Hi @shirtevet, we appreciate you filing such a detailed issue and providing your metadata. I can see that you have a column named entry_date in each of the 3 tables you are modeling. Can you confirm that the one you are having this problem with is the one in the parent table (visits_data)?

Unfortunately, I am not able to replicate the exact issue for this column. But some of the suggestion below may help us identify what's going on.

SDV Version

First can you confirm that you are on the latest version of SDV? As of this moment, it is 1.15.0. I noticed this part is blank in the issue you filed. We were explicitly having issues with constant columns on older versions of SDV that should be fixed by updating to this latest version.

Fitted Distribution

If you are already on the latest version, further debugging may be required. Could you to run the following function and let us know what the output is?

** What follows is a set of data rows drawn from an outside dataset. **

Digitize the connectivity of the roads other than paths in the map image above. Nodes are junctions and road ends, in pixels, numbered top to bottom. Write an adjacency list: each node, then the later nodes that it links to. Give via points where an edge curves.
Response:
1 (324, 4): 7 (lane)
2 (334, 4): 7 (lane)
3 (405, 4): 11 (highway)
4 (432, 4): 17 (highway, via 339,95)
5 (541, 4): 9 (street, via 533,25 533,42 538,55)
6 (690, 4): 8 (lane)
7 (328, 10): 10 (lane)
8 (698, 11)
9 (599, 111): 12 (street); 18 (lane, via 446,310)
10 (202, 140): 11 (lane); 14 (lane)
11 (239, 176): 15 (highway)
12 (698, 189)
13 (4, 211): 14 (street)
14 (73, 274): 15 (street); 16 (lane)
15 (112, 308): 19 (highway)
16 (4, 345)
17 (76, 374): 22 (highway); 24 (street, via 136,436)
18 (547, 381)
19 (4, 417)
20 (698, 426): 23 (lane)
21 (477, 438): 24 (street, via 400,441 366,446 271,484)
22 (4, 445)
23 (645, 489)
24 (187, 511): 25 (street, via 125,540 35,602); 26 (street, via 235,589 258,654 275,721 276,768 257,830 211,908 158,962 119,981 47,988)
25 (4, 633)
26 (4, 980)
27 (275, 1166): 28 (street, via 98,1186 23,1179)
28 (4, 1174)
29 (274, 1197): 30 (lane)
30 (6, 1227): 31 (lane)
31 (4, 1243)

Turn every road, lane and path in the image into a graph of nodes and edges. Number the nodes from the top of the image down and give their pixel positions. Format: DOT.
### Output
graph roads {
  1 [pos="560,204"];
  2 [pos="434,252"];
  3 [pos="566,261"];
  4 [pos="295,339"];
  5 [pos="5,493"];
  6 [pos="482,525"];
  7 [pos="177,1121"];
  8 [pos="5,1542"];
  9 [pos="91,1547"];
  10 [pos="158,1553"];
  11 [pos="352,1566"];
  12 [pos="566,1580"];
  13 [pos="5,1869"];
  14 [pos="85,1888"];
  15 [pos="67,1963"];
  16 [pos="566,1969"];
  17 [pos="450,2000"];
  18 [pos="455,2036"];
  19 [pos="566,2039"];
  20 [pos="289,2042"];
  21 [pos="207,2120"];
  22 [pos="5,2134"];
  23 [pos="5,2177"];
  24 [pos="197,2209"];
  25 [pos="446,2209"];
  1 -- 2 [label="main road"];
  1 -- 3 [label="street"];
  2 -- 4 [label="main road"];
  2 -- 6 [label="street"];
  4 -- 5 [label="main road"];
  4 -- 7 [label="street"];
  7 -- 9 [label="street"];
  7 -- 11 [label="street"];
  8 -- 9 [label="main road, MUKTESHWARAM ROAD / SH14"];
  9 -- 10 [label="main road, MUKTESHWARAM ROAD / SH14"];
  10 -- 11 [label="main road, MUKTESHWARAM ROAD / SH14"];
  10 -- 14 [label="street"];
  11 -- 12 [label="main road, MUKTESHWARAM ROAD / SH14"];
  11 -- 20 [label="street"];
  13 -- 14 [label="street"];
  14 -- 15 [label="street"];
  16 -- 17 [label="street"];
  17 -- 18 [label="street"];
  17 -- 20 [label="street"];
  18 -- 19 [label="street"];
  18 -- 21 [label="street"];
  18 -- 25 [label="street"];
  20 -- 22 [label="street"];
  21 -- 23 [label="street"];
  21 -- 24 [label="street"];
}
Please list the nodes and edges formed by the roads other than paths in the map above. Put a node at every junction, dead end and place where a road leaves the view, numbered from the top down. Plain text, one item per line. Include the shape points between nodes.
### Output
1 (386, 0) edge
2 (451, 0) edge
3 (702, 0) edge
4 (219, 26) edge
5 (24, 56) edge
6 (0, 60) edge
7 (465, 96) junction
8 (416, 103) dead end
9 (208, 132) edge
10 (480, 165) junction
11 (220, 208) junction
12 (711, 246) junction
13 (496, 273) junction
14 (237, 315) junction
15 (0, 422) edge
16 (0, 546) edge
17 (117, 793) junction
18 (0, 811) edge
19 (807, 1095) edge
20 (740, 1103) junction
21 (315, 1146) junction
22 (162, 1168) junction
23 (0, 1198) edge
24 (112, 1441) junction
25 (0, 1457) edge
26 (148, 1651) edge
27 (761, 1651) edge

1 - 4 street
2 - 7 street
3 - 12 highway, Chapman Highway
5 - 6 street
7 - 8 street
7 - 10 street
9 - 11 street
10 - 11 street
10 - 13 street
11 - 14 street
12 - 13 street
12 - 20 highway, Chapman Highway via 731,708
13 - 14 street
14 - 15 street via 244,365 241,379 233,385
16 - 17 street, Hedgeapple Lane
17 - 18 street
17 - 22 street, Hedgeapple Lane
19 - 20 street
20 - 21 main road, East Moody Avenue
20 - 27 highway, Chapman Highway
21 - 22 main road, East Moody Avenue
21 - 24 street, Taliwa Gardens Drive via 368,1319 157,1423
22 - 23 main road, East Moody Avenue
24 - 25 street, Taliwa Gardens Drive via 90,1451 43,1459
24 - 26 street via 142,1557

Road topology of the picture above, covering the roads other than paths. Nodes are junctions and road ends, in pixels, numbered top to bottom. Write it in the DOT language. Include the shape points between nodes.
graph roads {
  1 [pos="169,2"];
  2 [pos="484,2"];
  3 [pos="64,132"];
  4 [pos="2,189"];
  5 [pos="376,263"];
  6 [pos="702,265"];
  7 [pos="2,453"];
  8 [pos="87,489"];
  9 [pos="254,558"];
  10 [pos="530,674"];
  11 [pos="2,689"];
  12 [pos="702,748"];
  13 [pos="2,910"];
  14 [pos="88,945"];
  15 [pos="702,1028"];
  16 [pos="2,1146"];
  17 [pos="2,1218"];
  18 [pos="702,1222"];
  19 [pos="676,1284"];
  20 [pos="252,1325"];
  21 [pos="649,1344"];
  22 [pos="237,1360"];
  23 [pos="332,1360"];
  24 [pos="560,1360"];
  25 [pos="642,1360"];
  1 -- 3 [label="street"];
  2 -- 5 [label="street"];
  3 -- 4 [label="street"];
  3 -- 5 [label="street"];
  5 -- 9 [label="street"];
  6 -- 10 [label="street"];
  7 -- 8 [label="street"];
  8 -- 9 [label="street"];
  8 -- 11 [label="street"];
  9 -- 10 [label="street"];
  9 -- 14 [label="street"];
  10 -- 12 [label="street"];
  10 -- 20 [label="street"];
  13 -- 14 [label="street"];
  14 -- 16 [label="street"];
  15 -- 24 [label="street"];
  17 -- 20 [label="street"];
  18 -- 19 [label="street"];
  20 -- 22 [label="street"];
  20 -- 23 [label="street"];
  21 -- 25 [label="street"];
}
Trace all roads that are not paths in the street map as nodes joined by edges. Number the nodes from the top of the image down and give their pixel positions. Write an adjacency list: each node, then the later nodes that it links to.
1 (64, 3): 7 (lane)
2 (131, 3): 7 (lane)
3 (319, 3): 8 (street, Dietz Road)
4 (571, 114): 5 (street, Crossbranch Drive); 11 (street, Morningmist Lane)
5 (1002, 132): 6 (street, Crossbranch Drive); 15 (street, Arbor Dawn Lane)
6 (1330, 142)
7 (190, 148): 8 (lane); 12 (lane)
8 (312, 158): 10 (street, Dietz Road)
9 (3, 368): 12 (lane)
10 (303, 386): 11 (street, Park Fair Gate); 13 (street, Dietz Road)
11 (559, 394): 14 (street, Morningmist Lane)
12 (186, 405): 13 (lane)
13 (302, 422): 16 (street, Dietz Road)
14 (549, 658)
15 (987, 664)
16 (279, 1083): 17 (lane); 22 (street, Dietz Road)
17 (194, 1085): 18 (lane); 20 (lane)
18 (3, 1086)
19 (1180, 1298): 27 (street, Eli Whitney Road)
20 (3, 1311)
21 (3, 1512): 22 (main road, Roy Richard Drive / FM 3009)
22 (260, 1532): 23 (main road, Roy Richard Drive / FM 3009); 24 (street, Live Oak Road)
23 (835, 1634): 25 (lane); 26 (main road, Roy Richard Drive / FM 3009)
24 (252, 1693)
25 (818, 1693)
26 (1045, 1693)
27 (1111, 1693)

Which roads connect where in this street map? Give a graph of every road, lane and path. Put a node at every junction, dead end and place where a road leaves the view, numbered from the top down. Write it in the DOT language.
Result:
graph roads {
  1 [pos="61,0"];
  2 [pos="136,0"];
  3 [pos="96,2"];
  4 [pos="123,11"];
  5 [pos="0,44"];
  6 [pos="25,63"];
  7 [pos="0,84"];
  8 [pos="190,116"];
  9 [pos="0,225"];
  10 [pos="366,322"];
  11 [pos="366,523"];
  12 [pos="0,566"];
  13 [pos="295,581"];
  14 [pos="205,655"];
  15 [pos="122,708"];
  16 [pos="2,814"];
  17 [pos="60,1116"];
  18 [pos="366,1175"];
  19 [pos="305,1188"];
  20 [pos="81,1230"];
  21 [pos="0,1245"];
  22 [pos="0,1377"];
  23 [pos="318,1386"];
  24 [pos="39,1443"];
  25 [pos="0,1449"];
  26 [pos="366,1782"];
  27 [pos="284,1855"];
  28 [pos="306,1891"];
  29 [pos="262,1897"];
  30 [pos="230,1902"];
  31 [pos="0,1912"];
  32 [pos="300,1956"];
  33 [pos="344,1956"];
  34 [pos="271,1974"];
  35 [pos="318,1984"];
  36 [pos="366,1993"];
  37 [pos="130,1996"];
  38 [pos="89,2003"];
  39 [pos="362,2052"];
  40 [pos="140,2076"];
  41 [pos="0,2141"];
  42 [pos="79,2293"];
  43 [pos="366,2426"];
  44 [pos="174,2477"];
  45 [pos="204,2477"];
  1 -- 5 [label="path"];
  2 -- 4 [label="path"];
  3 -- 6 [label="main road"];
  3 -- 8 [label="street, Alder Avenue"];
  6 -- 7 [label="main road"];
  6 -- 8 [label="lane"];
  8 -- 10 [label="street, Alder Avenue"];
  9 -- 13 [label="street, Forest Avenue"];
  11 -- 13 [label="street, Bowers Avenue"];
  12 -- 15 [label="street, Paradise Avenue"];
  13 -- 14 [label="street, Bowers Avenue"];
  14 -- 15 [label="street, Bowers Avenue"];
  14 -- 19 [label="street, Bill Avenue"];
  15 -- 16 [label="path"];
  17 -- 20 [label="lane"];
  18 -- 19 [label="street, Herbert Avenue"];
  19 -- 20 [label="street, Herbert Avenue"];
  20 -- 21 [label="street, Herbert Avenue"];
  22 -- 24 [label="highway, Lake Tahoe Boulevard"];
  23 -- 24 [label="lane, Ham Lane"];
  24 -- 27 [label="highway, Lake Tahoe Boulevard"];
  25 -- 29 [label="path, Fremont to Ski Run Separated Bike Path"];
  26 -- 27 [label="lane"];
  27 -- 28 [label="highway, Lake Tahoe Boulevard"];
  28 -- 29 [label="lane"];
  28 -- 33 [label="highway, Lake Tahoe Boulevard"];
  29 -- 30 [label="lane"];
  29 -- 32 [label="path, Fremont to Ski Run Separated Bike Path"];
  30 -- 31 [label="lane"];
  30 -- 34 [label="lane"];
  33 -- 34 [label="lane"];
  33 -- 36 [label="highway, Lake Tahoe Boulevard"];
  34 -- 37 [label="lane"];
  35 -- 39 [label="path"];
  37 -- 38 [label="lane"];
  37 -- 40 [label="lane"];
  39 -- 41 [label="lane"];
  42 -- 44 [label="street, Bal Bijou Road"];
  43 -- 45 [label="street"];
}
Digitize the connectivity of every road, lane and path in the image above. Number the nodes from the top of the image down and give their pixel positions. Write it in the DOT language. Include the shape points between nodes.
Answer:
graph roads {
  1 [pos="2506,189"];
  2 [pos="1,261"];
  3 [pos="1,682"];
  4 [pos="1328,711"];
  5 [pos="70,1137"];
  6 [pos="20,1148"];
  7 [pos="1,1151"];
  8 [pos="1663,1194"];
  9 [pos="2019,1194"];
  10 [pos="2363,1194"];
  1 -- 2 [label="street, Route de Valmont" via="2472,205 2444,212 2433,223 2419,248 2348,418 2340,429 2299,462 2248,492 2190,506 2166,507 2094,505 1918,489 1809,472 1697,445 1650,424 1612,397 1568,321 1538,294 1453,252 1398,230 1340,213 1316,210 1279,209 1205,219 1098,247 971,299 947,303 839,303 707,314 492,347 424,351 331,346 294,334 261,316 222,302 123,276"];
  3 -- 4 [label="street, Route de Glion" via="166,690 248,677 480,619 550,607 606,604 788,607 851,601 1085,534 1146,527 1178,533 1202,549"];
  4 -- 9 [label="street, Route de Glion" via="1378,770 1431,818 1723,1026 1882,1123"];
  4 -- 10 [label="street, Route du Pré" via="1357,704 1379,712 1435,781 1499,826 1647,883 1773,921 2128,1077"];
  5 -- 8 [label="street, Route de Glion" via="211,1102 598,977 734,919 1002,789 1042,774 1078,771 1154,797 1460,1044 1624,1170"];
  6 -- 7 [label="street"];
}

# here I am assuming 'synthesizer' is your HMASynthesizer instance that has already been fit
distributions = synthesizer.get_learned_distributions(table_name='visits_data')
print(distributions['ENTRY_DATE'])

Occasionally, I have seen cases where the 'beta' distribution fails to properly converge on a data (due to some issue in the underlying scipy library). One thing to try is updating the distribution to 'truncnorm' to see if that helps.

synthesizer.set_table_parameters(
    table_name='visits_data',
    table_parameters={
        'numerical_distributions': { 
            'ENTRY_DATE': 'truncnorm',
        }
    }
)

# you will need to re-fit and re sample after making this change
synthesizer.fit(real_data)
synthetic_data = synthesizer.sample()

Visualization

Optional but very helpful: If you are able to share a plot of the real data's distribution for this column, that would be fantastic.

from sdmetrics.visualization import get_column_plot
import pandas as pd

# here I am assuming 'real_data' is your dictionary of real data
visits_data = real_data['visits_data']

# create a copy of the table so that we can plot it
visits_copy = visits_data.copy()
visits_copy['ENTRY_DATE'] = pd.to_datetime(visits_copy['ENTRY_DATE'])

fig = get_column_plot(
    real_data=visits_copy,
    synthetic_data=None,
    column_name='ENTRY_DATE',
    plot_type='distplot'
)

fig.show()
srinify commented 1 week ago

Hi there @shirtevet this issue seems to be inactive so I'll go ahead and close it out.

We did fix the issue you encountered when trying to visualize a column with a constant value: https://github.com/sdv-dev/SDMetrics/issues/616

We were unable to reproduce the issue where SDV created the column with the repeating constant value unfortunately. If you're still running into it, definitely open a new issue and we can try again then!